--- In DynoMotion@yahoogroups.com, Tom Kerekes <tk@...> wrote:
>
> Hi Erik,
>  
> KFLOP handles motion profiles as double precision floating point equations so there is no need for you to be concerned with clock rates and such.
>  
> In Microstepper mode the units are in sine wave "cycles".  So a movement of 1.00 would generate one full sine wave to the stepper coils.  Most Stepper motors have 50 poles (200 full steps/rev - there are 4 full steps in one full cycle).
>  
> The Step Response Screen has the motion profile parameters the allow you to set the Max Velocity, Max Acceleration, and Max Jerk in units of cycles/second, cycles/second^2,and cycles/second^3 respectively.
>  
> So for example:
>  
> to move two revolutions you would command a move size of 2 x 50 cycles/rev = 100 cycles
>  
> to limit the velocity to 600 RPM (10 revs/sec) you would set the Max Vel to 10 x 50 = 500 cycles/second
>  
> to accelerate up to 500 cycles/second in 0.5 seconds you would need 500 cycles/sec / 0.5 seconds = 1000 cycles/sec^2 (without limit on Jerk)
>  
> to limit the Jerk so that the Acceleration is applied gradually over 0.1 seconds would be a Max Jerk of 1000 cycles/sec^2  /  0.1 seconds = 10,000 cycles/sec^3
>  
> Regards
> TK
>
> From: quelisto <quelisto@...>
> To: DynoMotion@yahoogroups.com
> Sent: Friday, February 3, 2012 1:46 PM
> Subject: [DynoMotion] Re: Various issues
>
>
>  
> Tom:
>
> I now fully understand the current setting, thank you.
>
> What I do not get is how one sets the resolution of the microstepping.
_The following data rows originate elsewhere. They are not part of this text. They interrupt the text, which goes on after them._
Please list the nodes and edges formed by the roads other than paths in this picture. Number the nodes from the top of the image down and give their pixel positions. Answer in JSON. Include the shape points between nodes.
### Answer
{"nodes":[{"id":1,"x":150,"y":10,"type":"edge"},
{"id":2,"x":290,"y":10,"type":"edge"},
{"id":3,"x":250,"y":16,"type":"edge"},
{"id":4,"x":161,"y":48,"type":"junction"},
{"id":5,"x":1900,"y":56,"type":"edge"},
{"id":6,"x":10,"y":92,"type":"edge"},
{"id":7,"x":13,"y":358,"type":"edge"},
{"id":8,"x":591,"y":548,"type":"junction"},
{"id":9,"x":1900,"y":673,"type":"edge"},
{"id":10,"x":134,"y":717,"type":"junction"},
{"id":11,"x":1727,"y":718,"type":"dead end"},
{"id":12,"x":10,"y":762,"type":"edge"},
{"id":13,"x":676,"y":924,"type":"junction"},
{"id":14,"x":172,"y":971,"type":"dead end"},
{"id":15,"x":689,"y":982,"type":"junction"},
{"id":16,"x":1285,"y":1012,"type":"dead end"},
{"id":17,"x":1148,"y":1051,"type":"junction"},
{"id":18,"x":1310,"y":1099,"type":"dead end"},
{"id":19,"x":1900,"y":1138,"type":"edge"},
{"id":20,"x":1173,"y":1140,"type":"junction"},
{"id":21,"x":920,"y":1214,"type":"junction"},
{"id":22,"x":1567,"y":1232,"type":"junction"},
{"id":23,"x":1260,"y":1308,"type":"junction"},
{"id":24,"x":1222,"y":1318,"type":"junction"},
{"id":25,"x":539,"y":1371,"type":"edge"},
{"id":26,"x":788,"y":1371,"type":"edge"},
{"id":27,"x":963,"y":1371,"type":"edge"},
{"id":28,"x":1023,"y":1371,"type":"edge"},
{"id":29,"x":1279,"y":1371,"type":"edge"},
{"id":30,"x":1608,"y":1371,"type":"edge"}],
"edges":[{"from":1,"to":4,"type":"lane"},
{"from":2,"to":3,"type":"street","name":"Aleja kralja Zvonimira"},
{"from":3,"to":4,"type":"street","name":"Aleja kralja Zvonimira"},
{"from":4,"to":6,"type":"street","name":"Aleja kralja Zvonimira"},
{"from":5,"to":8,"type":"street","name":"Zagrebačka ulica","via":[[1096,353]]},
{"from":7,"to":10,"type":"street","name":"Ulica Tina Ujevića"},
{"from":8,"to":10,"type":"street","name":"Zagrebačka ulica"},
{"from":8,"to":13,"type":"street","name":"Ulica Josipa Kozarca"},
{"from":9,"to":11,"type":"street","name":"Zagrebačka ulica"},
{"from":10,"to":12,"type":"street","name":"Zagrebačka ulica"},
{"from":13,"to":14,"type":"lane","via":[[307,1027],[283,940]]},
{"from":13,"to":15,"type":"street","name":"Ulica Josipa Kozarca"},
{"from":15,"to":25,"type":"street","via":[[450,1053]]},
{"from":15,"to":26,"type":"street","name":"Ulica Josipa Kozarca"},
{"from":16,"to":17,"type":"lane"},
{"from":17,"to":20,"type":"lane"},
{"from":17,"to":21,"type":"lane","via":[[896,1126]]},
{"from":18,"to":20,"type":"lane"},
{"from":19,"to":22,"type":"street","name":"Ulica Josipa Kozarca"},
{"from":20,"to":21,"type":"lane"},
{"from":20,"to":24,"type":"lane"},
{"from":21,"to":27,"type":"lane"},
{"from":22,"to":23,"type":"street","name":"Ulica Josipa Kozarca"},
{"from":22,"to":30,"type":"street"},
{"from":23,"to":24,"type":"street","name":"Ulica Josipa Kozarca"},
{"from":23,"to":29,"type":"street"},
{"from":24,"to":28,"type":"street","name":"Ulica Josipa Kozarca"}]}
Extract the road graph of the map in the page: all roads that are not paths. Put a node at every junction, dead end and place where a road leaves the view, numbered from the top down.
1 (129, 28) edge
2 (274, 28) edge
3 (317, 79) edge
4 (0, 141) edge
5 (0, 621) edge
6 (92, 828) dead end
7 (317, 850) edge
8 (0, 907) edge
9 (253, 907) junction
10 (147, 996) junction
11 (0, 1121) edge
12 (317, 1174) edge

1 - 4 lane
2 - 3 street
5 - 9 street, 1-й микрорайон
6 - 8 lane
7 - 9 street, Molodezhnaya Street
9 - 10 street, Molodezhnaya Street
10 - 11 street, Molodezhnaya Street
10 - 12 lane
This of course would affect the number of microseconds per second needed to get a given rpm. Is there something in a register that can adjust either a clock rate, number of bits of resolution ,etc?
>
> Thanks.
>
> -Erik-
>
> --- In DynoMotion@yahoogroups.com, Tom Kerekes <tk@> wrote:
> >
> > Hi Erik,
> >  
> > Correct.  SnapAmp does microstepping with a stepping motor by applying sinewave currents to the motor with an amplitude set via the StepperAmplitude parameter.  The current is specified as a value 10-bit value (0-1023) which specifies the total SnapAmp current range from 0 to 35A.  So for example a stepper motor requiring 5A would have a StepperAmplitude setting of:
> >  
> >  5A / 35A x 1024 =  146
> >  
> > SnapAmp works differently than most Step/Dir drives.  The microstepping resolution is virtually infinite but then resolution is determined by the possible current levels which is determined by the current amplitude.
> >  
> > You should be able to plot the actual currents on the Step Response Screen.
> >  
> > Hope this answers your questions.
> >  
> > Regards
> > TK  
> >
> > From: quelisto <quelisto@>
> > To: DynoMotion@yahoogroups.com
> > Sent: Friday, February 3, 2012 11:12 AM
> > Subject: [DynoMotion] Various issues
> >
> >
> >  
> > 1) How do you control motor current with the SnapAmp? I am aware there are peak overcurrent alarms that can be set to disable the SnapAmp. However, I am instead looking to control the phase currents via the PWM generator. There is no mention of a resistor or register that I am to program to set this current level.
> >
> > 2) What is the purpose and what are the units of chx->StepperAmplitude? Are these the number of discrete PWM states for microstepping?
> >
> > 3) Does the SnapAmp perform microstepping? I put the following code snippet (below) in the main function. The SnapAmp behaved as though it were performing regular full steps.
> >
> > ch0->InputMode=NO_INPUT_MODE;
> > ch0->OutputMode=MICROSTEP_MODE;
> > ch0->Vel = STEPR_NORMAL_V; // Default velocity
> > ch0->Accel=70;
> > ch0->Jerk=400;
> > ch0->InputChan0=0;
> > ch0->InputChan1=1;
> > ch0->OutputChan0=8; // Stepper
> > ch0->OutputChan1=9;
> > ch0->LimitSwitchOptions=0x0;
> > ch0->InputGain0=1.000000;
> > ch0->InputGain1=1.000000;
> > ch0->InputOffset0=0.000000;
> > ch0->InputOffset1=0.000000;
> > ch0->invDistPerCycle=1.000000;
> > ch0->Lead=0.000000;
> > ch0->MaxFollowingError=1000000000.000000;
> > ch0->StepperAmplitude=250.000000;
> >
>